In some communities, sewage and stormwater flow into the same pipes. These combined sewer systems can become overwhelmed during heavy storms, discharging untreated sewage into nearby waterways.
Combined Sewer Overflows (CSO) carry pathogens that can be harmful to humans, particularly boaters and swimmers. CSOs also contribute to toxic algae blooms in rivers and coastal waters.
“Swimming at the beach is a favorite summertime experience for so many families, but clearly we have more work to do to make sure the water at all of our beaches is safe,” said State Director for the Environment Massachusetts Research & Policy Center Ben Hellerstein.
“We must invest in water infrastructure that prevents pollution to ensure that Massachusetts’ beaches are safe for swimming.”
Currently, there is no statewide requirement for the public to be notified after a CSO. Senator Patricia Jehlen, Representative Linda Dean Campbell, and Representative Denise Provost have filed legislation requiring sewage system operators to notify the public promptly when a sewage discharge occurs. A key committee in the Legislature recently approved this bill.
Fecal bacteria can make people ill, particularly with gastrointestinal ailments. Common sources of this pollution include stormwater runoff and sewage overflows. According to the EPA, an estimated 57 million people nationwide get sick from contact with polluted waters each year.
“In 14 other states, the public is provided a notification whenever there is a sewage spill in a public water body. But there is currently no statewide general public notification requirement for Massachusetts. Climate change is only exacerbating our pollution issues as stormwater runoff triggers more sewage overflows," said Policy Director of the Massachusetts Rivers Alliance Gabby Queenan.

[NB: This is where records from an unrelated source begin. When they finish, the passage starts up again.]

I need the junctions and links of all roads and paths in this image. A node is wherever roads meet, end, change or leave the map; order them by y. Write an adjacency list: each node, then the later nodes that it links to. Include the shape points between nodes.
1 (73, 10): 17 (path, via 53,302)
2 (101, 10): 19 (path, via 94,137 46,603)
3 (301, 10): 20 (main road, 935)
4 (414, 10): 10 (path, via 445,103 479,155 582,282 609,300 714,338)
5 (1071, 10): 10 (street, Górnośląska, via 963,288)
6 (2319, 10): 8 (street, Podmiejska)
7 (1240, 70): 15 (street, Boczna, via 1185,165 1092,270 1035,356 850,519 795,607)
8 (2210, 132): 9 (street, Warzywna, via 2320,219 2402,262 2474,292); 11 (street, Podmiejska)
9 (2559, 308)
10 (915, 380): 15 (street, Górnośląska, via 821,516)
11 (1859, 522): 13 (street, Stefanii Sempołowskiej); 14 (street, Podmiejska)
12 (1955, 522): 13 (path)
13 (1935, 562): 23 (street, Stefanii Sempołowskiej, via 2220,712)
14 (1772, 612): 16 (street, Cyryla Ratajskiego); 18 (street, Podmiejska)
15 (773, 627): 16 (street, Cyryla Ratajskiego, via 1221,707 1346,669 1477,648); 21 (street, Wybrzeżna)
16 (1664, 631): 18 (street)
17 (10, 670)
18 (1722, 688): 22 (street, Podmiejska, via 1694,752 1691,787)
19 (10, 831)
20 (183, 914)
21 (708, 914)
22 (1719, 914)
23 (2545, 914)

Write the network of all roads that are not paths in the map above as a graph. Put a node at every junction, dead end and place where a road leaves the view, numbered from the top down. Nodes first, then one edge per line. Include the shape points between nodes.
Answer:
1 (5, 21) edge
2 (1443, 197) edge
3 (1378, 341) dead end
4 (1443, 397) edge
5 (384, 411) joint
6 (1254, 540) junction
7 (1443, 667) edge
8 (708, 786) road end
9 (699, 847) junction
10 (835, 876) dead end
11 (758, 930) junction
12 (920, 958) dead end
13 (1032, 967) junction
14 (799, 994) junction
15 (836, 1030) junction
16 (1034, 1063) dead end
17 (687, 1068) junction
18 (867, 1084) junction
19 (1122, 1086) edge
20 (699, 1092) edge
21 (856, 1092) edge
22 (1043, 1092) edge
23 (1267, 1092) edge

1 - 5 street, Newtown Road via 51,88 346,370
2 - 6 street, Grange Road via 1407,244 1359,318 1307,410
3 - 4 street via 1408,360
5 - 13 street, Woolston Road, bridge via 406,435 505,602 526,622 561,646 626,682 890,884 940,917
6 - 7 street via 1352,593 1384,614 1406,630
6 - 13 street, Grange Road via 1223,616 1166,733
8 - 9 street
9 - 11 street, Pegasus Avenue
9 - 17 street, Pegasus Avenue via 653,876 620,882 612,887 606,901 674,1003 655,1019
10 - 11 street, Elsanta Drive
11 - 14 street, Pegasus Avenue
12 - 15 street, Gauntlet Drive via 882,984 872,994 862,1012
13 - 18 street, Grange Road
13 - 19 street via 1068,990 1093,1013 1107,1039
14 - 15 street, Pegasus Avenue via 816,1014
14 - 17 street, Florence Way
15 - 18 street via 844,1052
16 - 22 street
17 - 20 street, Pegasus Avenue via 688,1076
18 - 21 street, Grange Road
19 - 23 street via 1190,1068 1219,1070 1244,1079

"This legislation is the first important step in addressing and eventually eliminating CSOs. Ultimately we need to make major investments in our grey and green water infrastructure.”
In July, the City of New Bedford closed all beaches to swimming to protect public health after heavy rainfall and subsequent flooding in areas of the city.
The report also includes recommendations to prevent bacterial pollution and keep our beaches safe for swimming. Rain barrels, rooftop gardens, permeable pavement, and urban green space can all absorb stormwater runoff and prevent sewage overflows.
Congress is now considering legislation to increase funding for such “green infrastructure” projects through the Clean Water State Revolving Fund.